(Goal of the exercise) What lines in the following entries hold the word "roads"? Copy each one.

[Collected data entries]

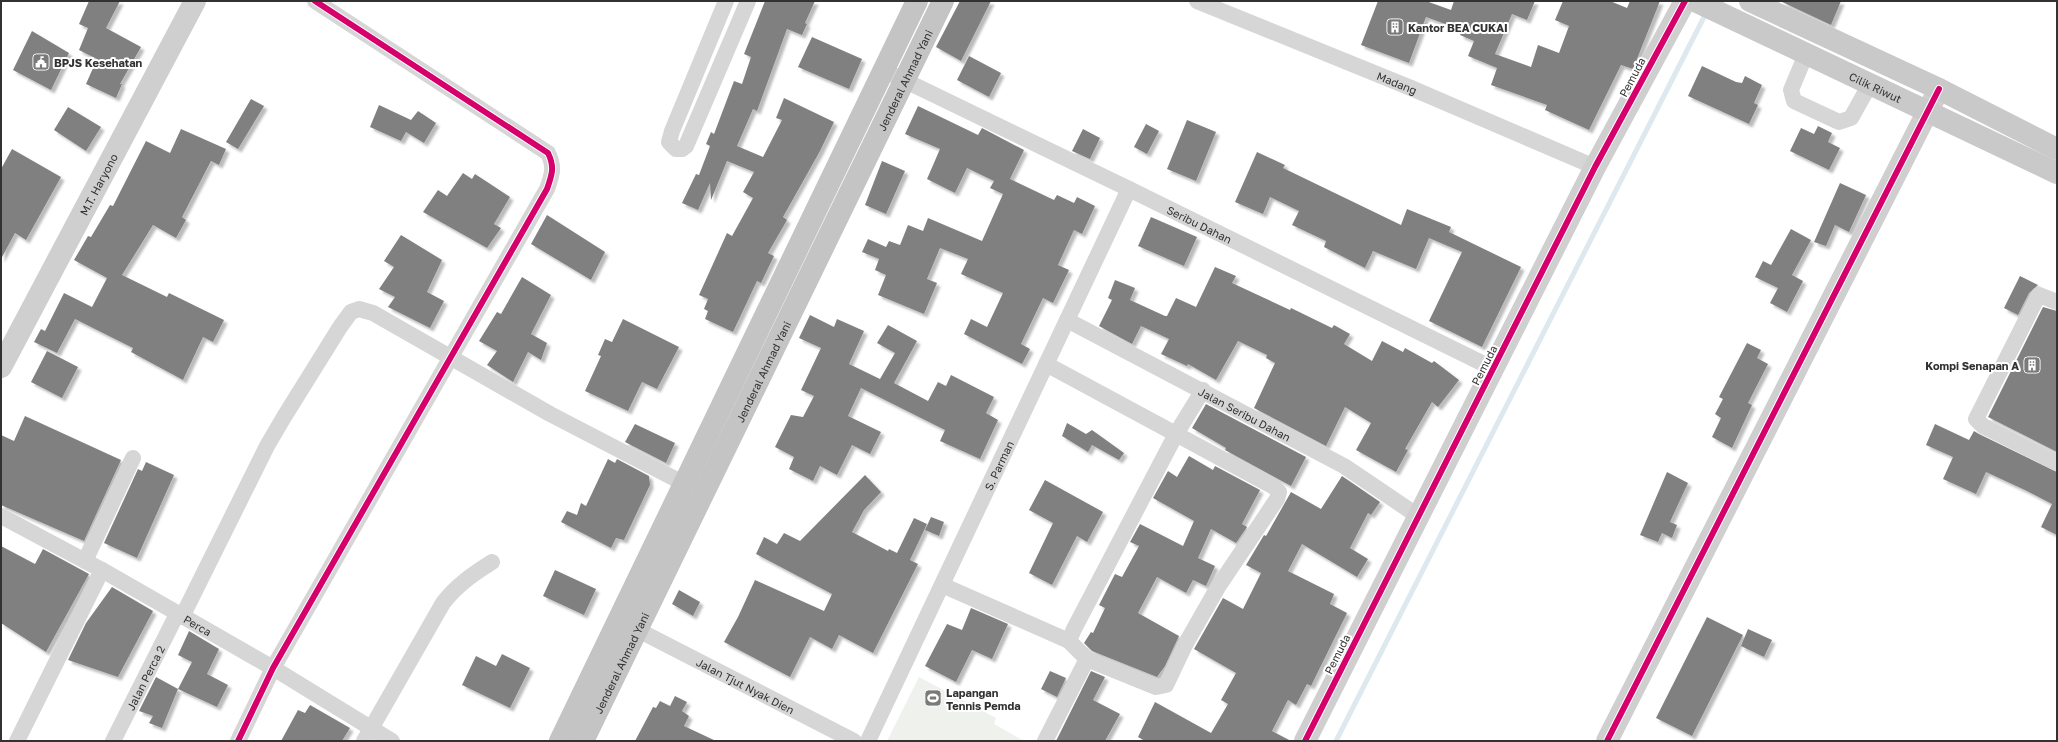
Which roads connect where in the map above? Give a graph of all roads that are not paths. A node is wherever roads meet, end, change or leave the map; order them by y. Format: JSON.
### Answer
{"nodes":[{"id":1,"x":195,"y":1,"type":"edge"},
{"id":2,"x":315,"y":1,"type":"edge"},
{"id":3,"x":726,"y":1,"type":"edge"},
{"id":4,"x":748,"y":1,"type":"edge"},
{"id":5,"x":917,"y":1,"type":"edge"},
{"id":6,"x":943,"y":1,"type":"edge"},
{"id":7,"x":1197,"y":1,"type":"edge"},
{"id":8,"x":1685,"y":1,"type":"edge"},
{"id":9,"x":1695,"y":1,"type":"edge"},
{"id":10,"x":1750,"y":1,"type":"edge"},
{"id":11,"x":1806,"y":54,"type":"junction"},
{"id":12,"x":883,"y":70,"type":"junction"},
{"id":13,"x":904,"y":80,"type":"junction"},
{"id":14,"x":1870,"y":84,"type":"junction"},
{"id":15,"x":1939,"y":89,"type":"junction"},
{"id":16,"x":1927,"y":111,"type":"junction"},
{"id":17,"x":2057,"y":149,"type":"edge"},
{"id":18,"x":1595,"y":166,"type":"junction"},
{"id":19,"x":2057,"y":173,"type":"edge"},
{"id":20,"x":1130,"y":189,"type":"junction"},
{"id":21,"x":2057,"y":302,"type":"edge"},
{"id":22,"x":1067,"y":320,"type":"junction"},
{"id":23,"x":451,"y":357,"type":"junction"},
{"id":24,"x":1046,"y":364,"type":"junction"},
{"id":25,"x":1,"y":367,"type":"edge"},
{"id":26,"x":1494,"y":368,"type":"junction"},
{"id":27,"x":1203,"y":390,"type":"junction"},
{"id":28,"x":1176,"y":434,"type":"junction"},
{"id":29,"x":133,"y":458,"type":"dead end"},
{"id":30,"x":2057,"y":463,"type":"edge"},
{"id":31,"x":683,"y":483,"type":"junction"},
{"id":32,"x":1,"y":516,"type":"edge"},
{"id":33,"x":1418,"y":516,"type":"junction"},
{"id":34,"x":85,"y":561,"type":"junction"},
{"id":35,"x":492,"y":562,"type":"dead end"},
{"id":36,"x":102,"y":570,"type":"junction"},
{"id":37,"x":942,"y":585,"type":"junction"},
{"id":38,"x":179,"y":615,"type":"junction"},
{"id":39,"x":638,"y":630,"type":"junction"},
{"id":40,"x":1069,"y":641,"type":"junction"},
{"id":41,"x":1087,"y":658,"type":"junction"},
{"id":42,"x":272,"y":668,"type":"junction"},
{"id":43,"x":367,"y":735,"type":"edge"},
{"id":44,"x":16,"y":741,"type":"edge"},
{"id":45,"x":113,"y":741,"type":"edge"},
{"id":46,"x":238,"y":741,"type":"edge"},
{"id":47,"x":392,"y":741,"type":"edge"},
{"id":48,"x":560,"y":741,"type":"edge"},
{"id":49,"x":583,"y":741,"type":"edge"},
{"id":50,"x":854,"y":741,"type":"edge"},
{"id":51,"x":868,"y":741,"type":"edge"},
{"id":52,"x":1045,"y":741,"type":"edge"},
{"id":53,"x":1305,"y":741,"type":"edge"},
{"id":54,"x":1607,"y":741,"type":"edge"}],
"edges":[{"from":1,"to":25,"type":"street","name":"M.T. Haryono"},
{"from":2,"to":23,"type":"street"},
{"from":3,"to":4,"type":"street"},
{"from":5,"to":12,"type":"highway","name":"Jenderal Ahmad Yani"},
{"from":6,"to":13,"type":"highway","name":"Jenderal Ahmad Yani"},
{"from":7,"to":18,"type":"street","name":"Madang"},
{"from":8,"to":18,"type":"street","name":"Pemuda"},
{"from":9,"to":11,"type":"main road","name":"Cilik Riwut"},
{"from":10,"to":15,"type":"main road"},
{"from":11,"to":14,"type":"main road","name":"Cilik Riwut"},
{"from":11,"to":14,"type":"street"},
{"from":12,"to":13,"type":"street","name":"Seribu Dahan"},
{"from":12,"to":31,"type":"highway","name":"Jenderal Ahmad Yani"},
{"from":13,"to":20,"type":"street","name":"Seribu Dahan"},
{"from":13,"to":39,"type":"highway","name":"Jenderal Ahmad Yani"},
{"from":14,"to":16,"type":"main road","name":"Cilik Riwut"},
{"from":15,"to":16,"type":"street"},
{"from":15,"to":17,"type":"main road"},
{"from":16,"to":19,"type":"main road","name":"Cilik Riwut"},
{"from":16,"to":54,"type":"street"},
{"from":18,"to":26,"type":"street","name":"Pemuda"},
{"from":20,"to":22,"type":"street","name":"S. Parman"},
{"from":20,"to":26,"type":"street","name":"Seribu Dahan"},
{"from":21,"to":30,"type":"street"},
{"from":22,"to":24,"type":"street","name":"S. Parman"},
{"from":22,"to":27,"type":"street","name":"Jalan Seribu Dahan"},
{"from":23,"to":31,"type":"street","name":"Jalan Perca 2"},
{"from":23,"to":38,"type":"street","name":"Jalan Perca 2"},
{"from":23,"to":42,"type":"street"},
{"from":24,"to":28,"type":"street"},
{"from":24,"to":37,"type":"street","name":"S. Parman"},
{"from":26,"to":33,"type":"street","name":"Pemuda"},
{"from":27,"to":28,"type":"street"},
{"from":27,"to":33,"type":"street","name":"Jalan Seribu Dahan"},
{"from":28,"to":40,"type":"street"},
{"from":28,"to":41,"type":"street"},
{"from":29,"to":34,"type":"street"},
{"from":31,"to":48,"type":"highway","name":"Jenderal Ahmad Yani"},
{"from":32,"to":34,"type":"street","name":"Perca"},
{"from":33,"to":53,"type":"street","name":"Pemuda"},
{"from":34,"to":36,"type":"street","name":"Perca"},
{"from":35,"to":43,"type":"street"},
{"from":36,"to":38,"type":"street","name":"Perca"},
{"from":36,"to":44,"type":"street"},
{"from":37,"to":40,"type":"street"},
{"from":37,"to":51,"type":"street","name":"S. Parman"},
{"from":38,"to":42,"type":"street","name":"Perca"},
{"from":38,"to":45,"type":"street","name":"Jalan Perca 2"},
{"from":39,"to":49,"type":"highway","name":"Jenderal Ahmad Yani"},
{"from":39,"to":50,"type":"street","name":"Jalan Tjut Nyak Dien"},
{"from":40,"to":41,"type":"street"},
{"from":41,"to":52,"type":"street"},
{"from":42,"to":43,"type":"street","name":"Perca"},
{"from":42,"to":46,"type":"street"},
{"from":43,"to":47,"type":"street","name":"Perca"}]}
--
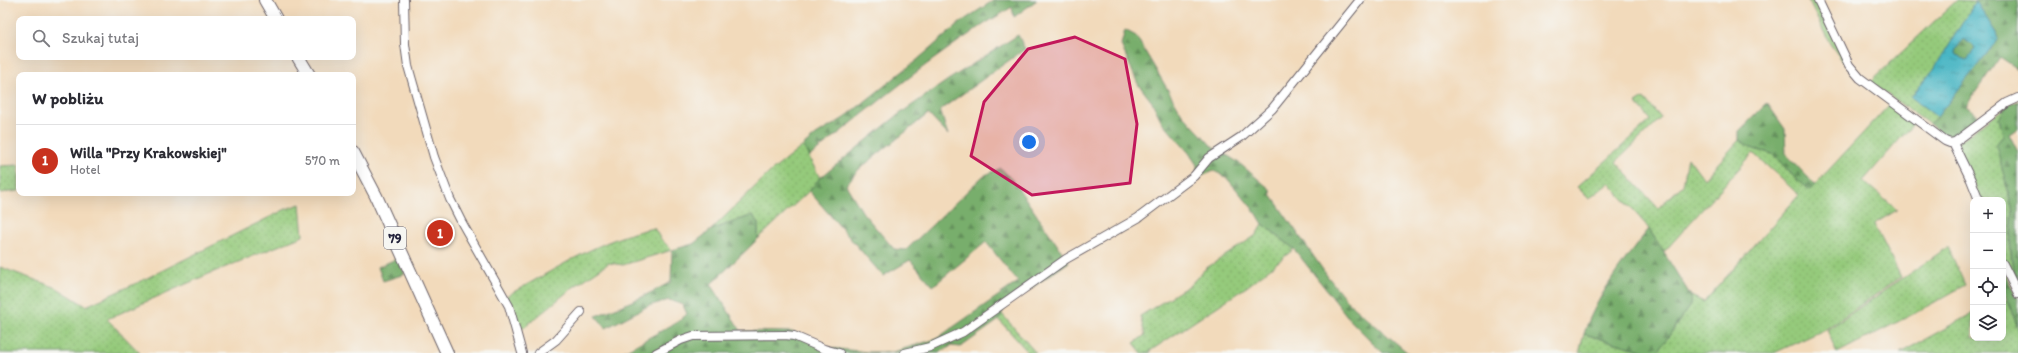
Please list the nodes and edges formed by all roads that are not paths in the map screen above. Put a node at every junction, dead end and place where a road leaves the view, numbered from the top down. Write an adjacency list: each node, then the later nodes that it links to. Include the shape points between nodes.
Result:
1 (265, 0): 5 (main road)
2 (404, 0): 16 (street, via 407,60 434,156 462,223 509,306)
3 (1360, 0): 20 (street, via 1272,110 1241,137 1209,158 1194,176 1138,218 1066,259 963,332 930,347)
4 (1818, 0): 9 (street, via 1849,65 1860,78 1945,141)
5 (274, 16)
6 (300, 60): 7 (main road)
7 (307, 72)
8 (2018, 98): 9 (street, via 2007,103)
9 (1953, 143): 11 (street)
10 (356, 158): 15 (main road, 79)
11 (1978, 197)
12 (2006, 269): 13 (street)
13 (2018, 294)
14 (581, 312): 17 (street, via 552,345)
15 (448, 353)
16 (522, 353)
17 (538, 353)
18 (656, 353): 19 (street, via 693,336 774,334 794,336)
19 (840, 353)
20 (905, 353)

(Output for this exercise)
Which roads connect where in the map above? Give a graph of all roads that are not paths. A node is wherever roads meet, end, change or leave the map; order them by y. Format: JSON.
Please list the nodes and edges formed by all roads that are not paths in the map screen above. Put a node at every junction, dead end and place where a road leaves the view, numbered from the top down. Write an adjacency list: each node, then the later nodes that it links to. Include the shape points between nodes.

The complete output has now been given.